### [Exercise requirements]
Filter the entries below down to the lines that hold "LARGO".

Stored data
++++++

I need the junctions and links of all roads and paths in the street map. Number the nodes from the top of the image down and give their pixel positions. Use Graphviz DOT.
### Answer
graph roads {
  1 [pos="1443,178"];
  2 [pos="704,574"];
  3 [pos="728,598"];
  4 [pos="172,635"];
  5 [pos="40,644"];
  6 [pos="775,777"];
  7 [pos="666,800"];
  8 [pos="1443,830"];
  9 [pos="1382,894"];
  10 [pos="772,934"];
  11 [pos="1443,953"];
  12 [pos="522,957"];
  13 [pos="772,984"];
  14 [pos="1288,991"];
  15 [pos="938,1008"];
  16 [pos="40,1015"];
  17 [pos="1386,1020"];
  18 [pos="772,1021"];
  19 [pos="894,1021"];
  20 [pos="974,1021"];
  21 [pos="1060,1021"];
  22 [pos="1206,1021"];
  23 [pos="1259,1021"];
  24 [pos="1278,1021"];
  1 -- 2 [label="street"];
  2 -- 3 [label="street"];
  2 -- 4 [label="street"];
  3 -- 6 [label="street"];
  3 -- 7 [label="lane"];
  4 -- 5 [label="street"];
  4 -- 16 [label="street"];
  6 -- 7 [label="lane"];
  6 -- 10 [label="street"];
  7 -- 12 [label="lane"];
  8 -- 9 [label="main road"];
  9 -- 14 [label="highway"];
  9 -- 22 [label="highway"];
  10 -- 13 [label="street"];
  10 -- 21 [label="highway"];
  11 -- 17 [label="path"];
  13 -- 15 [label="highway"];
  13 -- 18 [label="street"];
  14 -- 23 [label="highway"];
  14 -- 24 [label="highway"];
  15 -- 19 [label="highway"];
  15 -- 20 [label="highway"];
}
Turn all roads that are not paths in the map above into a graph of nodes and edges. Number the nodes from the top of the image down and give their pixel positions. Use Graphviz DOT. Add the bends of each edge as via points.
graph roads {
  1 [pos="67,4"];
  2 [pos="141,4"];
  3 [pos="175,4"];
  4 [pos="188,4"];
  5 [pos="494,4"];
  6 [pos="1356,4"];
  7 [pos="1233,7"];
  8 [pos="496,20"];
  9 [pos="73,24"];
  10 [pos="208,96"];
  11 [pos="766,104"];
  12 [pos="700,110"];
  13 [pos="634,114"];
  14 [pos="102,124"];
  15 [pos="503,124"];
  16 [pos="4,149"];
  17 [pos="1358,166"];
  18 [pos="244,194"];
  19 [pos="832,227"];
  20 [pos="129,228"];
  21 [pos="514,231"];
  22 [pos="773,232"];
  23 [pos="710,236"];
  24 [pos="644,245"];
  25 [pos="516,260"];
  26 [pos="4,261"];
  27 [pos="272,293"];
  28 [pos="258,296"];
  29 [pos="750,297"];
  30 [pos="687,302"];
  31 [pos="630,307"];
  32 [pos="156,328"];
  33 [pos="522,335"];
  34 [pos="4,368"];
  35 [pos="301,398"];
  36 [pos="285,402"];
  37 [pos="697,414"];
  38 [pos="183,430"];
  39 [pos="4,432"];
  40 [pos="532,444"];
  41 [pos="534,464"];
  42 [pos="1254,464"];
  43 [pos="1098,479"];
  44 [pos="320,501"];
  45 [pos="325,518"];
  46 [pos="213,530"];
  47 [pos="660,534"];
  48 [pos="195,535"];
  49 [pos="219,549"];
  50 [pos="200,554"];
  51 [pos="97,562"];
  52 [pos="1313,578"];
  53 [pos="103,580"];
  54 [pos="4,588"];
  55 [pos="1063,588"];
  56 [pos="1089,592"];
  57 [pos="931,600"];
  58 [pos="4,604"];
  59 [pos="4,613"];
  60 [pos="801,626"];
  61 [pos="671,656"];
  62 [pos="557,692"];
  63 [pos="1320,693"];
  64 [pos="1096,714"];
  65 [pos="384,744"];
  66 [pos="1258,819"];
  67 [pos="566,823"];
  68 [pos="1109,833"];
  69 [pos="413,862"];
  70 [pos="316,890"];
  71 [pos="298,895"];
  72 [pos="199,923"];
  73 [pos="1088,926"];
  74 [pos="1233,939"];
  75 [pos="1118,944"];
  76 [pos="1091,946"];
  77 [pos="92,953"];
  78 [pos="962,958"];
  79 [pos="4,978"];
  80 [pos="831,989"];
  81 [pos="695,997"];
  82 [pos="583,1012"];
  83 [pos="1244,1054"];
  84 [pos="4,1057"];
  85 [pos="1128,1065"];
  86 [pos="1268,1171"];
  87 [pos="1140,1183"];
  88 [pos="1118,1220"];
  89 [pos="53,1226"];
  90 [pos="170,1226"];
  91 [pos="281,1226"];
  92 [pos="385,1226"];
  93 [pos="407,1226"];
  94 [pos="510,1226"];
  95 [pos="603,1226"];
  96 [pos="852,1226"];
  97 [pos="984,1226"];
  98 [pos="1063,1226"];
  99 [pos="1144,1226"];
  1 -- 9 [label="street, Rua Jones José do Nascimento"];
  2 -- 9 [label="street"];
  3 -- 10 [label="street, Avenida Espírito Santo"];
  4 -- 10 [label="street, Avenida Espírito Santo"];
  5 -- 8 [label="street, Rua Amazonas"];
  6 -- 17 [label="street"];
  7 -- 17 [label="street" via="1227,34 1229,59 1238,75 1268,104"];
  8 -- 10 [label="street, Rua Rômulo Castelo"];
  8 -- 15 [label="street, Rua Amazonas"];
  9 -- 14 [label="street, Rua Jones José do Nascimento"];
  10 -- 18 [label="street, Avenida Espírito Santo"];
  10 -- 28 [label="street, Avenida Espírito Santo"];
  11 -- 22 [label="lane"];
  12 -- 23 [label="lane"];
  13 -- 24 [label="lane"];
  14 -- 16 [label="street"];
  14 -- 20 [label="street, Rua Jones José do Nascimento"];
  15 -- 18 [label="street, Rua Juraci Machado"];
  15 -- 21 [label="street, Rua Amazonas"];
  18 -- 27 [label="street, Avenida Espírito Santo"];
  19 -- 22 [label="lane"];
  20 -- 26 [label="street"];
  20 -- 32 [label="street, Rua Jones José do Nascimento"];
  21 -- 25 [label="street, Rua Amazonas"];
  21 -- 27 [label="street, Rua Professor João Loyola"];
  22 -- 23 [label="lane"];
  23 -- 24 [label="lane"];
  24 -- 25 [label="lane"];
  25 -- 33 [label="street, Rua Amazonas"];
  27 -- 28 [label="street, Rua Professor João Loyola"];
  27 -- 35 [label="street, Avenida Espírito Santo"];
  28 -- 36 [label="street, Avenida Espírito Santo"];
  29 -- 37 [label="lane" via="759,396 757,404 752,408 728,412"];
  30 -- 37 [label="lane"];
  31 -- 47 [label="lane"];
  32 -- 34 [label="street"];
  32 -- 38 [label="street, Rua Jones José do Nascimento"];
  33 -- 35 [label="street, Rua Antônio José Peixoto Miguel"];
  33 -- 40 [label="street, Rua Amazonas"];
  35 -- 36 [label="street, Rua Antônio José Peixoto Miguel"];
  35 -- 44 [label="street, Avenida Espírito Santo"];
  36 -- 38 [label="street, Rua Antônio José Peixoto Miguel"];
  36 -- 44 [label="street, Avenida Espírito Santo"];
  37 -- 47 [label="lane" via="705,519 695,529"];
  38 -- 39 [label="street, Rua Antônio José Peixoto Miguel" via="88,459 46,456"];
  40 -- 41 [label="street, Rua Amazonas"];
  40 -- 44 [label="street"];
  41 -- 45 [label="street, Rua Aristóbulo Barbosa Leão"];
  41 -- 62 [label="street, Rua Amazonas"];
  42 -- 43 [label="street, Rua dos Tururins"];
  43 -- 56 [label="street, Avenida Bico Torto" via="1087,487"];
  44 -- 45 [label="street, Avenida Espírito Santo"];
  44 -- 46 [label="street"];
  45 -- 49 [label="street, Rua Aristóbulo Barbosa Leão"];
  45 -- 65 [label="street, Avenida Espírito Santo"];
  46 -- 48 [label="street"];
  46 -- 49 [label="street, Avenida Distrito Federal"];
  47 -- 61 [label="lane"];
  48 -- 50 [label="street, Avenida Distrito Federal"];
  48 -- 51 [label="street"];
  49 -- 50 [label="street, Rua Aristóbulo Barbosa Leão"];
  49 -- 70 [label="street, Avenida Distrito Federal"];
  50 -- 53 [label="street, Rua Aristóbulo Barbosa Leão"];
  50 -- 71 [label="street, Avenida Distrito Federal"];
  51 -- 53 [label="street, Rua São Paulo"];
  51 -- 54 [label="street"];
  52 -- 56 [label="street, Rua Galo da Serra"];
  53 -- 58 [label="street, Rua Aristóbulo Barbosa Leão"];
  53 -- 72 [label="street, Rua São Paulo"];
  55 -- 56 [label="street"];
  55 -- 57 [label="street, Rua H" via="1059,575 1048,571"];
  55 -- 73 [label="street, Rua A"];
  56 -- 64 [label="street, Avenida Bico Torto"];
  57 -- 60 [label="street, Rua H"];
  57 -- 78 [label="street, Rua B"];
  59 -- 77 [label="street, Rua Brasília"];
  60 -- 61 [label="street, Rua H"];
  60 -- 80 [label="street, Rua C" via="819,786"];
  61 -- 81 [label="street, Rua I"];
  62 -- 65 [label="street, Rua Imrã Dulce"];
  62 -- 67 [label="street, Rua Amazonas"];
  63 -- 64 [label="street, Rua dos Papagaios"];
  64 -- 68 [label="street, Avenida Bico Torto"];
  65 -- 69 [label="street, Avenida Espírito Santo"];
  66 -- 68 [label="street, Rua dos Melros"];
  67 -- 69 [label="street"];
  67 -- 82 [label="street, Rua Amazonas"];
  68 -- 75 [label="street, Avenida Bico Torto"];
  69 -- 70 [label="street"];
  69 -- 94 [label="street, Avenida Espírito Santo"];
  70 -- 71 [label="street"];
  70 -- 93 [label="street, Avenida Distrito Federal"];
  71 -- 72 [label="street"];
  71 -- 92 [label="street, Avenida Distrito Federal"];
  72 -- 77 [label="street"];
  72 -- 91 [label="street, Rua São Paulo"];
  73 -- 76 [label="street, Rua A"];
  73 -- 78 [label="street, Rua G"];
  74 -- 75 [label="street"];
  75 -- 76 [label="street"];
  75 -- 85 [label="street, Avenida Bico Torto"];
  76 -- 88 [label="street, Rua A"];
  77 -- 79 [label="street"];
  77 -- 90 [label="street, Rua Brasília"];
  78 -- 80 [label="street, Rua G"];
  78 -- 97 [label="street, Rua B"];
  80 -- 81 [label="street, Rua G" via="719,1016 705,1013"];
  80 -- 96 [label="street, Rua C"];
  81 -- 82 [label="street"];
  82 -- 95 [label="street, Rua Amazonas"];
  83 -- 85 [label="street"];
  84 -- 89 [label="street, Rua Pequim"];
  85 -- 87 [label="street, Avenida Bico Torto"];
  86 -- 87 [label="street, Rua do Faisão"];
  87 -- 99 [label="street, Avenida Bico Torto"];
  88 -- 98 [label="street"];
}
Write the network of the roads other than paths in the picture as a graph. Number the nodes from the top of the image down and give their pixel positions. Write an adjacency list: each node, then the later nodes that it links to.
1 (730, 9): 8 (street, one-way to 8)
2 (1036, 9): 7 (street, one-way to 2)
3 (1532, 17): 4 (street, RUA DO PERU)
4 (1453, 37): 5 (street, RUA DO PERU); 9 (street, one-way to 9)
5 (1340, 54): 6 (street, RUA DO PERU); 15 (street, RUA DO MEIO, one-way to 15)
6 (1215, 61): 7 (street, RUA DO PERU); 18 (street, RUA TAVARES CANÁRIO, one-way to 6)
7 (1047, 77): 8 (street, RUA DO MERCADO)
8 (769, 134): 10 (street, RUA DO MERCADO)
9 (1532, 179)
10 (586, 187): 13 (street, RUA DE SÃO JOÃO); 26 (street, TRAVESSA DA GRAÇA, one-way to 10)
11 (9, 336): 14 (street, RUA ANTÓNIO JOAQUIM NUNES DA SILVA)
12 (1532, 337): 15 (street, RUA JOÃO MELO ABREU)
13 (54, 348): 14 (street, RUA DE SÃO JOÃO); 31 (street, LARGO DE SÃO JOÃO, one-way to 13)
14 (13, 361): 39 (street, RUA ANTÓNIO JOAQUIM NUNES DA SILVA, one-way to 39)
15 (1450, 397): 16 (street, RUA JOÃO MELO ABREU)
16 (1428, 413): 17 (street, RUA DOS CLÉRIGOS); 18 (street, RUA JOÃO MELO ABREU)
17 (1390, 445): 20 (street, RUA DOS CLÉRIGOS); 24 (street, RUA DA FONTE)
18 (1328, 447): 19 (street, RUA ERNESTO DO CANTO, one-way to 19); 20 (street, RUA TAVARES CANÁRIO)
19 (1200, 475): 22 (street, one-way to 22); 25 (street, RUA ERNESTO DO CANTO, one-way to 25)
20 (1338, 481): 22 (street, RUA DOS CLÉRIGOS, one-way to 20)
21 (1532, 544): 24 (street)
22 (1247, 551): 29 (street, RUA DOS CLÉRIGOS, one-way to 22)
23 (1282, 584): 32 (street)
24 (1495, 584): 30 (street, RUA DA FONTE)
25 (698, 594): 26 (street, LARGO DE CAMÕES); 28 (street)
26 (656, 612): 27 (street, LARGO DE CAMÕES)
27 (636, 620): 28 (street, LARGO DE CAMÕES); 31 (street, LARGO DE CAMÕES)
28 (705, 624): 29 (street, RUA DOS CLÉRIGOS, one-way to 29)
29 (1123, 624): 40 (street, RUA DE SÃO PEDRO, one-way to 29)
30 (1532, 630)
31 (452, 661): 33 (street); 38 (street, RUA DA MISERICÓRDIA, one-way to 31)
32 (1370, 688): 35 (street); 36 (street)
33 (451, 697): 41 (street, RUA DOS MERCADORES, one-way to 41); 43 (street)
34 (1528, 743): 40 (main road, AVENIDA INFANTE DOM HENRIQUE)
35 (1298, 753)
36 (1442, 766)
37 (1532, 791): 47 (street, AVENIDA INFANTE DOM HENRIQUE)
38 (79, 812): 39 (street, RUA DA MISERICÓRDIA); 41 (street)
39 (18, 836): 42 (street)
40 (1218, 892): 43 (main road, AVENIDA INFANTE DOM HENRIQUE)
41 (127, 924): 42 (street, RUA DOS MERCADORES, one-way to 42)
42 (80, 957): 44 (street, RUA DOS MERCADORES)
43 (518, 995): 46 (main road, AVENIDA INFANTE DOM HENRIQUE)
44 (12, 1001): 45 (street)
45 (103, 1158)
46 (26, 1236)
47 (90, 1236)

++++++

### [Solution for this task]
13 (54, 348): 14 (street, RUA DE SÃO JOÃO); 31 (street, LARGO DE SÃO JOÃO, one-way to 13)
25 (698, 594): 26 (street, LARGO DE CAMÕES); 28 (street)
26 (656, 612): 27 (street, LARGO DE CAMÕES)
27 (636, 620): 28 (street, LARGO DE CAMÕES); 31 (street, LARGO DE CAMÕES)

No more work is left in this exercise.